AIM OF THE TASK:
For the records below, report how many lines include "Guerra", with no accompanying text.

SUPPLIED RECORDS:
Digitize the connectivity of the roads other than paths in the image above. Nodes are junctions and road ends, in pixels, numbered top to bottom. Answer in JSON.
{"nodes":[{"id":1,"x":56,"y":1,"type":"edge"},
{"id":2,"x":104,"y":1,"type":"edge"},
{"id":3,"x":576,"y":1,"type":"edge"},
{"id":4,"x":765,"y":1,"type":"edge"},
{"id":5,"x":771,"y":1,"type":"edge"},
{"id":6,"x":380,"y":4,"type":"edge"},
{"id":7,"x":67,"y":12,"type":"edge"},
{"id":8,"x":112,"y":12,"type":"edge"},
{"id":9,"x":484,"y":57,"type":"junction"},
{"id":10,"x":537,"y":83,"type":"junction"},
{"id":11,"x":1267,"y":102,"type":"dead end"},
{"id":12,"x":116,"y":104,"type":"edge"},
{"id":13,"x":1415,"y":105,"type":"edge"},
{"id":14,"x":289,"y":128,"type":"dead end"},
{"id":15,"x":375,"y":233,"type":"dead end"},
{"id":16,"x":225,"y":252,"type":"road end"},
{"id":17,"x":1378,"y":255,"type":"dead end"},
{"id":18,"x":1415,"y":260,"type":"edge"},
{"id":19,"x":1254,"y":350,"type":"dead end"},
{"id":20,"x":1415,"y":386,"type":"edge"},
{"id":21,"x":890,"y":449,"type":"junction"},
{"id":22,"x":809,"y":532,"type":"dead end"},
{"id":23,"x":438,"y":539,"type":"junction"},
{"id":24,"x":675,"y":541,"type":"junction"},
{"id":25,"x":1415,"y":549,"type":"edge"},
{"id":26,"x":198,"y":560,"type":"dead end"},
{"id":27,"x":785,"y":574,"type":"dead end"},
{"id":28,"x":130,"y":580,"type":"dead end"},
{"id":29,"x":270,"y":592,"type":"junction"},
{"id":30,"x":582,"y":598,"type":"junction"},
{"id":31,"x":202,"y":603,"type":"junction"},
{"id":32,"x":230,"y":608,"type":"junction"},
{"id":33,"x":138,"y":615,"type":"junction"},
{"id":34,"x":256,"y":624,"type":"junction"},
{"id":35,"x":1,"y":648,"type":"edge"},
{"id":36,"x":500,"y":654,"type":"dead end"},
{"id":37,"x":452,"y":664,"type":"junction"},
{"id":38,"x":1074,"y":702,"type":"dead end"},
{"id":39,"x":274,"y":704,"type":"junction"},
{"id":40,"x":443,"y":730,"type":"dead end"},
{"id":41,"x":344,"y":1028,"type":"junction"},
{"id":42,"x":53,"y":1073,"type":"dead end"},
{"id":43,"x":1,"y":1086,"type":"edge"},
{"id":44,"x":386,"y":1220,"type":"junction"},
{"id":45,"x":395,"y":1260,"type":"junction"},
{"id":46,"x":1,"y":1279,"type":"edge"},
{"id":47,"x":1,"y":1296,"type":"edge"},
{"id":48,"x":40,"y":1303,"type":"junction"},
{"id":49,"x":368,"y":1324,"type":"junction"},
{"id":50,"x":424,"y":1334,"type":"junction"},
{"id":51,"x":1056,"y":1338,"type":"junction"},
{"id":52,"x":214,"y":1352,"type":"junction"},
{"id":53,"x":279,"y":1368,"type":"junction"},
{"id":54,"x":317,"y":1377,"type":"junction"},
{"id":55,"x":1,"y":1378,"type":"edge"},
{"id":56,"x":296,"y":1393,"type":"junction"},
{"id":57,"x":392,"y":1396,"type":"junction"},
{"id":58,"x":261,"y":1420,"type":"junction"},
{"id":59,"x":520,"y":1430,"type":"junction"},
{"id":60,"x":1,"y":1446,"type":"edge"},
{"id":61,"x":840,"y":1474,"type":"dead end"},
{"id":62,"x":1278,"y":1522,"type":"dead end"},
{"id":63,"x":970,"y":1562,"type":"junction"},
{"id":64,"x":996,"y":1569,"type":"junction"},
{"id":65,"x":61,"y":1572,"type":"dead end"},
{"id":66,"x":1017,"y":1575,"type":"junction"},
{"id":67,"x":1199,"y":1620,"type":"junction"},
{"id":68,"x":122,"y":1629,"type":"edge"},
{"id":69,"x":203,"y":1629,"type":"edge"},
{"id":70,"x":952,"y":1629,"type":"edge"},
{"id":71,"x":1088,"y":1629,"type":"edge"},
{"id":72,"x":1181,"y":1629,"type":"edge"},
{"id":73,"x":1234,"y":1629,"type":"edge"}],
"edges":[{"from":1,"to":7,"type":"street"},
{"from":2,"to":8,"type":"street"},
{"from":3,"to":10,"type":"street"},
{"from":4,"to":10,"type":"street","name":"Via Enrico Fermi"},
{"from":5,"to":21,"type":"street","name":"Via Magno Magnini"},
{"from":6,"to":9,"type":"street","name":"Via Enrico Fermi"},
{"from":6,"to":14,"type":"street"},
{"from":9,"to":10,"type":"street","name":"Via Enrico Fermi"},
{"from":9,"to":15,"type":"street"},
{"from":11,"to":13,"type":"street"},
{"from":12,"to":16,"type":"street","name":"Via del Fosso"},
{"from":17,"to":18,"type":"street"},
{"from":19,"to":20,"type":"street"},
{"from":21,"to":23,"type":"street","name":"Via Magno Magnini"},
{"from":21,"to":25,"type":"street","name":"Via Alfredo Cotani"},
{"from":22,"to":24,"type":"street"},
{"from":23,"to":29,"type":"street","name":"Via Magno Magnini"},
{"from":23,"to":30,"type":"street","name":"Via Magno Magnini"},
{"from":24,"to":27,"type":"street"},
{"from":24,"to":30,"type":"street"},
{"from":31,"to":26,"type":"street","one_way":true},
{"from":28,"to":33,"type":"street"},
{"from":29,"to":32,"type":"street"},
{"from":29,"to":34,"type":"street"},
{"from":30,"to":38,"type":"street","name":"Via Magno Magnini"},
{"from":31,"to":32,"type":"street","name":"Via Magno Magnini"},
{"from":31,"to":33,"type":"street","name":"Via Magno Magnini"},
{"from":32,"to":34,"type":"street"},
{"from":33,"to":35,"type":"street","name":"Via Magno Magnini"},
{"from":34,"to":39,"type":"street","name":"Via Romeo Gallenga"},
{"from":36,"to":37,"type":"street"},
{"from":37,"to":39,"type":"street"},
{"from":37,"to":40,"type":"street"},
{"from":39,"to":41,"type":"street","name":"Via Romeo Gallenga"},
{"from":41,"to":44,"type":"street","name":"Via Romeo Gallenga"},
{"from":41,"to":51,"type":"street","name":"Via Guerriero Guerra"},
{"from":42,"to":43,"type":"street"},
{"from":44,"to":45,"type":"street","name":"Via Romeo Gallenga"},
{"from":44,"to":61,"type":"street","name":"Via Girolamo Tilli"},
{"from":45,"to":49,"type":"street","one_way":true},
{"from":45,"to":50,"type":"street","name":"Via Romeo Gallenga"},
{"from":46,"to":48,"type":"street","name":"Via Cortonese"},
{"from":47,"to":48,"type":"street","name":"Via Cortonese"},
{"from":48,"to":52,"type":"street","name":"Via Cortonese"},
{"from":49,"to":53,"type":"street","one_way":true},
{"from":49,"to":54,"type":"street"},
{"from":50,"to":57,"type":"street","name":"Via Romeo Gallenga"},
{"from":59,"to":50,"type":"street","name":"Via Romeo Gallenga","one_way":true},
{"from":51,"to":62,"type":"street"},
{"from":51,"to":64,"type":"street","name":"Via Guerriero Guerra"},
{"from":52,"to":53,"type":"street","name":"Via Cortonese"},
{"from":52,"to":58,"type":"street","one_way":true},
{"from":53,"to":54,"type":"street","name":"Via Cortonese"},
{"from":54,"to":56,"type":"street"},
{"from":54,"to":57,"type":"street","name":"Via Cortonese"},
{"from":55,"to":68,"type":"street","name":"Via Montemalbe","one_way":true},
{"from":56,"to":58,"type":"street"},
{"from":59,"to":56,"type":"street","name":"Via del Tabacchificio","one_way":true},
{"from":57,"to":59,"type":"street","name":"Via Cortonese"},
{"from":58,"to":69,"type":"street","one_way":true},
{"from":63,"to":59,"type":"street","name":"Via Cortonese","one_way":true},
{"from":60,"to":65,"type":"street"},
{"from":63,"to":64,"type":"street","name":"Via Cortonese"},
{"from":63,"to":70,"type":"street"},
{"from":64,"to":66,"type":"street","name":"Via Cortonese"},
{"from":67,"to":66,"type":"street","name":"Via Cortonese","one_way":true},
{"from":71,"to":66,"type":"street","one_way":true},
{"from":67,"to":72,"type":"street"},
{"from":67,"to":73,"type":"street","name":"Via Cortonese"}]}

ANSWER TO THIS PROBLEM:
2